Di sicuro gli studenti dell’Università di Canberra hanno la fortuna di non dover assistere a questo scempio consumistico, dato che nel loro campus è stata messa al bando la vendita di acqua in bottiglia, sostituita da distributori automatici che riempiono contenitori acquistabili separatamente (sistema organizzato dal gruppo DO SOMETHING).

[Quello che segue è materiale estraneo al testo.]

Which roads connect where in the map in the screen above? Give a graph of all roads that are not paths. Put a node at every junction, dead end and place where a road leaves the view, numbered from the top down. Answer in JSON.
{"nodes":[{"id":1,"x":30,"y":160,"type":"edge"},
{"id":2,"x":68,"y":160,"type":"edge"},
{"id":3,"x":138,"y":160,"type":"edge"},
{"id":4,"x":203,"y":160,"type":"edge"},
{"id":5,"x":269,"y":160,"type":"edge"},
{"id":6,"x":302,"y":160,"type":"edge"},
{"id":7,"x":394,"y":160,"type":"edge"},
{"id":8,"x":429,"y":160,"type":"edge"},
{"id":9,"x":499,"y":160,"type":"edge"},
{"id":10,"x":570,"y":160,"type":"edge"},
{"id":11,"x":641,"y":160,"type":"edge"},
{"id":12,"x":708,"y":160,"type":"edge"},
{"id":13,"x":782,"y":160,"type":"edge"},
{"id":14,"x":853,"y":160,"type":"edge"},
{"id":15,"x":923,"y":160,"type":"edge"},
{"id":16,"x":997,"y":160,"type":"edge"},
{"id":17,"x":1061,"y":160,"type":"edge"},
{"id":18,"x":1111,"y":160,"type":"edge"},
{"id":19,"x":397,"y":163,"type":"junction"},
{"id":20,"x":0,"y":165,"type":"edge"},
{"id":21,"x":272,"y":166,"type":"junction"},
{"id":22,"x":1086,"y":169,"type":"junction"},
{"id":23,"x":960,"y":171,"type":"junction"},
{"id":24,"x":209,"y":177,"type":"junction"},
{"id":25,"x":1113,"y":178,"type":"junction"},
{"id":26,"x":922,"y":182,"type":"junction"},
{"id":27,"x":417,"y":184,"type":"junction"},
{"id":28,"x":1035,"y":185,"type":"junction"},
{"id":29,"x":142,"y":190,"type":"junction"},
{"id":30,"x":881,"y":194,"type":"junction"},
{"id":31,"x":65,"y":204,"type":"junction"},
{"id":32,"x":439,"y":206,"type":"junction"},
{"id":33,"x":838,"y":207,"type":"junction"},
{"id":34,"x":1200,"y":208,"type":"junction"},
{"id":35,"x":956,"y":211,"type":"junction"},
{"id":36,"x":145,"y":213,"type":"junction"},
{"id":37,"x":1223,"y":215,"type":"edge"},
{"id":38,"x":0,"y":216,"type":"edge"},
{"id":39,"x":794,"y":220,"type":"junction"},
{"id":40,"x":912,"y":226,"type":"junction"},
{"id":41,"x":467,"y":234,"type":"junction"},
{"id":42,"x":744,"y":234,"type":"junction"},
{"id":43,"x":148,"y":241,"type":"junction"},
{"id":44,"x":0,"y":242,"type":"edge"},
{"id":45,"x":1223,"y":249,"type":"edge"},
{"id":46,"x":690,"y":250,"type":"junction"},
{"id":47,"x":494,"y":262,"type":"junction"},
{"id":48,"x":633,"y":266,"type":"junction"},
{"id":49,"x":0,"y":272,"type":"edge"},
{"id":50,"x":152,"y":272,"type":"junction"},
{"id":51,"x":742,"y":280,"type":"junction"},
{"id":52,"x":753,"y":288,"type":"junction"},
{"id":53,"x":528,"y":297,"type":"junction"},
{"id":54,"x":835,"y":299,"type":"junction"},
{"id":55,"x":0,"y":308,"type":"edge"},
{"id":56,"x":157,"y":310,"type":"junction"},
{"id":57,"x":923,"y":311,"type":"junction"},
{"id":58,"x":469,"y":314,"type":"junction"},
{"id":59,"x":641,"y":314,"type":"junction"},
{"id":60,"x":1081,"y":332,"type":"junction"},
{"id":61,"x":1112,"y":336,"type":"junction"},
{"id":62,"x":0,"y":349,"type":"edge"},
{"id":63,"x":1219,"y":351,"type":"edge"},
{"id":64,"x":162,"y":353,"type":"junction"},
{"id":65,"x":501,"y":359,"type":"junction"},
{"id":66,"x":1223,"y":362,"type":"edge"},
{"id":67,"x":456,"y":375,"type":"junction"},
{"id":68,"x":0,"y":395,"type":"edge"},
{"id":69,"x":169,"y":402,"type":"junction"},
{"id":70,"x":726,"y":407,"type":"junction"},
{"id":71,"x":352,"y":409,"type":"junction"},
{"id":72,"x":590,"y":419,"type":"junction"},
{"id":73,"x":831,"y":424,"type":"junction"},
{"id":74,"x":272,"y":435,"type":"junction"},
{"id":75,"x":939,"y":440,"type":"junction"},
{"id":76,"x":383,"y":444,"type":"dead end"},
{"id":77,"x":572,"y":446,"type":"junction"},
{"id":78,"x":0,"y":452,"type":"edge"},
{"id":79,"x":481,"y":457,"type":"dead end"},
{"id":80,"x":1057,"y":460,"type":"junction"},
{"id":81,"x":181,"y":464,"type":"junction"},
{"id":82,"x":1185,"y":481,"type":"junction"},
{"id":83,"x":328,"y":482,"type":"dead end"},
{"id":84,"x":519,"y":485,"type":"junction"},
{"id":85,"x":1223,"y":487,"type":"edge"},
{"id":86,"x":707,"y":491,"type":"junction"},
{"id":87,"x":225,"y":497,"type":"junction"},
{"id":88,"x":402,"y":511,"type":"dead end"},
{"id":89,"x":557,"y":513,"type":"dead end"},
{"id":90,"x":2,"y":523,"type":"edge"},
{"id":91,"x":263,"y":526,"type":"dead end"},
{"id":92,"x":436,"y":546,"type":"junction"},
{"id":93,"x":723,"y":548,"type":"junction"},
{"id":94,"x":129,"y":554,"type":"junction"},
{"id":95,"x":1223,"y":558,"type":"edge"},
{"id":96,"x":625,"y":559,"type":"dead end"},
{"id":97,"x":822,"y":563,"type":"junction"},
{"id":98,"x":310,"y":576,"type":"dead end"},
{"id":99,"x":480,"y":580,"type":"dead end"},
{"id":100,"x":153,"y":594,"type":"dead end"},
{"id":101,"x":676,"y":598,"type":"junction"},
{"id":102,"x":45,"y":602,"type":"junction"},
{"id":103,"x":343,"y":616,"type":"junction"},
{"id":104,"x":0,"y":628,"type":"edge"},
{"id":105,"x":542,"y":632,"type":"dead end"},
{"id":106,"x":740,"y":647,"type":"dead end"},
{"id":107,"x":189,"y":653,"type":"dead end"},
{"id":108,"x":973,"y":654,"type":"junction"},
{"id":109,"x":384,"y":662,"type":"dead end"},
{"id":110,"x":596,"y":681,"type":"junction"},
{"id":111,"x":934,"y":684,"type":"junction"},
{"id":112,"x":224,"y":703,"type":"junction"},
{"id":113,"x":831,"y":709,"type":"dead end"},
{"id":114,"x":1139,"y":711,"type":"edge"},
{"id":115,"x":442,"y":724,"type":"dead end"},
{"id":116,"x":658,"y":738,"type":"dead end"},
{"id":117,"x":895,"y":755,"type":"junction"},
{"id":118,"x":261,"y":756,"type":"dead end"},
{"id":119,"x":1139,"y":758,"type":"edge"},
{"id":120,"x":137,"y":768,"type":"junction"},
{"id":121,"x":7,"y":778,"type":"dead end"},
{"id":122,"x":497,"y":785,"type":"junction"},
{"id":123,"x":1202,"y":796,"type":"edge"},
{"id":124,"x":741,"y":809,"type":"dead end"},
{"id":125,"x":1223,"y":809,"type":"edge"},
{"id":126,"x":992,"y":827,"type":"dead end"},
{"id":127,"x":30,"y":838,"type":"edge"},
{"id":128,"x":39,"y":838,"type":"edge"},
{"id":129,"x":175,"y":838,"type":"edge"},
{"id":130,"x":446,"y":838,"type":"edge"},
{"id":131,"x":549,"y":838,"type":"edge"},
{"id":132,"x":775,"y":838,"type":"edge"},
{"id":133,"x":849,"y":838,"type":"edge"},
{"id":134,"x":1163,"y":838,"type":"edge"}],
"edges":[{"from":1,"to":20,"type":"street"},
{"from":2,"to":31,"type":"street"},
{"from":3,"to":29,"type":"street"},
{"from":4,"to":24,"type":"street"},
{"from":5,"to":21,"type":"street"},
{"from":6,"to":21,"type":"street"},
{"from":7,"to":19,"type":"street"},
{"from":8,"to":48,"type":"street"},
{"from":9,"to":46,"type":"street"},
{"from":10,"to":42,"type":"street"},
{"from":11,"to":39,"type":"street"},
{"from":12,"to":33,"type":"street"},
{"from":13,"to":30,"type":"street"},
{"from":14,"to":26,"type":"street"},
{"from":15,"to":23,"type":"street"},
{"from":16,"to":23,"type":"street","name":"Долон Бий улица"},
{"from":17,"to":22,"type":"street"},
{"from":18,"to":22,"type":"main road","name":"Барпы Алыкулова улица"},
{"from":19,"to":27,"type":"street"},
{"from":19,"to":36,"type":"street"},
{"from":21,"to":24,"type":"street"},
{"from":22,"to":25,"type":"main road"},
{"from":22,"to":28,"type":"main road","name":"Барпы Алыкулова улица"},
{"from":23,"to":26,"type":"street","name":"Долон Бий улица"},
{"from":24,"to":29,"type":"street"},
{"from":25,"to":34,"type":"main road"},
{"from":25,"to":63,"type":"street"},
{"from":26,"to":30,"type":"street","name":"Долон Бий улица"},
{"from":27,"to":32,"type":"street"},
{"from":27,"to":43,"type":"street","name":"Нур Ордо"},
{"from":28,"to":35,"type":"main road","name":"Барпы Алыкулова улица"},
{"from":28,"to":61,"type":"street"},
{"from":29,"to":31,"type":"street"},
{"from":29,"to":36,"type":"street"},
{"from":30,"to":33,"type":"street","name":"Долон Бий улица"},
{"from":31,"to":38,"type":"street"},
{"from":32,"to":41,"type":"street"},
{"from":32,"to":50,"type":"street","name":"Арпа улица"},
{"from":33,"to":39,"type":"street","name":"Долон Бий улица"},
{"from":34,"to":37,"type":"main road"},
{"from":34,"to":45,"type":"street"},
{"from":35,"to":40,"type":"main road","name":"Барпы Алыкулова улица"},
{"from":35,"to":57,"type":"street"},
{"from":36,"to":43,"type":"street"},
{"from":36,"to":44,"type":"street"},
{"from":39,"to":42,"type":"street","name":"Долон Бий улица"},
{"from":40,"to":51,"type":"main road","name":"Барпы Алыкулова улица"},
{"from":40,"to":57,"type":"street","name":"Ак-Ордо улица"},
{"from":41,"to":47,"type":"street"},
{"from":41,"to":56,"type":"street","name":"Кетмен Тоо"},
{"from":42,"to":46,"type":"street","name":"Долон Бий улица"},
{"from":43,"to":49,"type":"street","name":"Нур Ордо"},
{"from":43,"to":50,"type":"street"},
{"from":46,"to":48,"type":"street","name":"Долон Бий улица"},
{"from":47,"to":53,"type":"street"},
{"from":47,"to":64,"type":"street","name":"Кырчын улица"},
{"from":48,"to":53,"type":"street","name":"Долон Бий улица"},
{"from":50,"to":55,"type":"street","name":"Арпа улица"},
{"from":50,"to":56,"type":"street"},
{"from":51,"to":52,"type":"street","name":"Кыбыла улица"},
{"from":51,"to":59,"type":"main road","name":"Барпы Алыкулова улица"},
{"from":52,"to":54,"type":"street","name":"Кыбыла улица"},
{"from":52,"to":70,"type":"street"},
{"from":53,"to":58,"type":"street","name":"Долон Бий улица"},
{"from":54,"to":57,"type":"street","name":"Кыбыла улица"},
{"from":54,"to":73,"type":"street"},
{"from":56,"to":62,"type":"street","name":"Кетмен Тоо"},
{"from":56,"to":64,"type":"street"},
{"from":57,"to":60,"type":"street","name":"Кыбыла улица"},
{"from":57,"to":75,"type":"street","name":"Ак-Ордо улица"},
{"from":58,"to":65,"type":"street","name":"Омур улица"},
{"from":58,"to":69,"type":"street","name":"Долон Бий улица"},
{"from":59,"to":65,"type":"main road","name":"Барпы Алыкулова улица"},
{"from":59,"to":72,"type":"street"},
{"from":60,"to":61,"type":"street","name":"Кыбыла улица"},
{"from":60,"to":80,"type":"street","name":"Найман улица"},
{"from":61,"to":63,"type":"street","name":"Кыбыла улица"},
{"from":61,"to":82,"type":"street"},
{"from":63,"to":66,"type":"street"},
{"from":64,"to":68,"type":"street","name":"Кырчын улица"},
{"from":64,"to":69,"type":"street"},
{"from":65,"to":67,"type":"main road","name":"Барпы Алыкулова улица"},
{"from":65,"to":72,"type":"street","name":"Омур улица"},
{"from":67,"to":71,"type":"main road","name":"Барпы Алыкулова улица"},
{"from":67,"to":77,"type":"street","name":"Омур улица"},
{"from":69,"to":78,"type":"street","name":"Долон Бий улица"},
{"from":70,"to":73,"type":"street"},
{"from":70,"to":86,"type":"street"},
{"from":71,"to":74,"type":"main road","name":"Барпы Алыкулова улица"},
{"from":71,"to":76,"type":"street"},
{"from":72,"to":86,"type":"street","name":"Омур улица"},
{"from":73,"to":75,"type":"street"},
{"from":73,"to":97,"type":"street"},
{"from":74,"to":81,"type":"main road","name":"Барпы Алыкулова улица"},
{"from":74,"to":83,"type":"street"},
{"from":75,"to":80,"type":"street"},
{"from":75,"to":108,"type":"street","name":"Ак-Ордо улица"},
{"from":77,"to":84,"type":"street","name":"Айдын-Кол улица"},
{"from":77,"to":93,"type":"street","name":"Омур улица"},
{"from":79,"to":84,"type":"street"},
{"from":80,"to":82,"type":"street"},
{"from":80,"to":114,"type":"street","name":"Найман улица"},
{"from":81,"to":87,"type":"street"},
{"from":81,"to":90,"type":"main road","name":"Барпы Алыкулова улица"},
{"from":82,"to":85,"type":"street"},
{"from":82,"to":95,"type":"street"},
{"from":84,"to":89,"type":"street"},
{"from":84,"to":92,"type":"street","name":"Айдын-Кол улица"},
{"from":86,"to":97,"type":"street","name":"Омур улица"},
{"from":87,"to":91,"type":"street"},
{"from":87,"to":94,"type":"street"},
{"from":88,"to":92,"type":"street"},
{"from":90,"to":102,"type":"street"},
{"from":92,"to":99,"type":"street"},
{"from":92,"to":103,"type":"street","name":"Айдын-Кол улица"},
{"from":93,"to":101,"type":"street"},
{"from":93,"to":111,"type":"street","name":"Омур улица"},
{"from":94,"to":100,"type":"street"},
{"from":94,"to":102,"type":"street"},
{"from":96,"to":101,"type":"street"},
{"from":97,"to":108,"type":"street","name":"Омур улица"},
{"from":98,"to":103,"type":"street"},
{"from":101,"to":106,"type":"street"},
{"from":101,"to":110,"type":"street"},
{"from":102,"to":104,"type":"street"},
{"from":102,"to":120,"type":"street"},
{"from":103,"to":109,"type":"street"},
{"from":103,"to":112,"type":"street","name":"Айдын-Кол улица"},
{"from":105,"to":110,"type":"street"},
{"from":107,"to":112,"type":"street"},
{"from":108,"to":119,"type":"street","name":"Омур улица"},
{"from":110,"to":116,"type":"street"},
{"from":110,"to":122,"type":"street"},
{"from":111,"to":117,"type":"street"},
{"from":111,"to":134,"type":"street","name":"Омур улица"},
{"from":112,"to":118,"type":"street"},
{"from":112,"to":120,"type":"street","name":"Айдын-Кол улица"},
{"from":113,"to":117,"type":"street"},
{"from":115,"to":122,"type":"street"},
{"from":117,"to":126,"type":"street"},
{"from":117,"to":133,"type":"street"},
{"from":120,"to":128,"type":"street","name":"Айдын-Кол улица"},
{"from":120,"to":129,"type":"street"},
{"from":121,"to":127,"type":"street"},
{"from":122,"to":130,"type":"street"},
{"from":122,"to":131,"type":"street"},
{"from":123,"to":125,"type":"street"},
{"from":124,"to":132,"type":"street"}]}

Prima di descrivere cosa c’è dietro il consumo dell’acqua in bottiglia apriamo una sintetica parentesi sulla situazione dell’acqua considerata generalmente pubblica, che non attraversa un bel periodo. Già nel non molto lontano 1994 la legge “Galli”, che prende il nome dal proponente Democristiano, viene approvata ed apre la strada alla privatizzazione delle risorse idriche. Nel corso degli anni, grazie al complice silenzio dei mezzi d’informazione nel 1999 si giunge alla privatizzazione  del primo acquedotto italiano, cioè quello romano, con la supervisione di Francesco Rutelli, Linda Lanzillotta e Chicco Testa (lo stesso che in questi giorni vuole convincerci dei fattori positivi dell’energia nucleare). Il decreto “Ronchi” del 2009 completa l’opera di privatizzazione, facendo in modo che banche d’affari e imprese multinazionali possano prendere il controllo delle risorse idriche. Si prevede l’affidamento dei servizi pubblici a rilevanza economica a favore di imprenditori, o a società a partecipazione mista con capitale privato non inferiore al 40% del pacchetto azionario. Inoltre è prevista la cessazione degli affidamenti “in house” a società totalmente pubbliche alla data del 31 dicembre 2011. L’attuazione di questo processo viene giustificata da miglioramenti qualitativi non ottenibili senza una liberalizzazione.  Innanzitutto bisogna ricordare che la riforma porta ad una vera e propria privatizzazione, in quanto nei servizi di rete, come quello idrico, si parla di concorrenza “per il mercato” e non di concorrenza “nel mercato”: una volta affidato il servizio tramite  gara, chi l’ha vinta è il despota che avrà il controllo per venti o trenta anni. Sarà a tutti gli effetti un sovrano assoluto in quanto non vi è una “costituzione” o un garante indipendente che possa orientarne il controllo [Luca Martinelli, “L’acqua è una merce”]. Inoltre le privatizzazioni già realizzate non hanno dato risultati positivi, basti vedere le esperienze di Palermo, di Aprilia o di alcune città europee come ad esempio Parigi (nella quale hanno sede le multinazionali dell’acqua Suez e Veolia) dove si è deciso di ritornare alla gestione municipalizzata che farà risparmiare al Comune circa 30 milioni di euro l’anno.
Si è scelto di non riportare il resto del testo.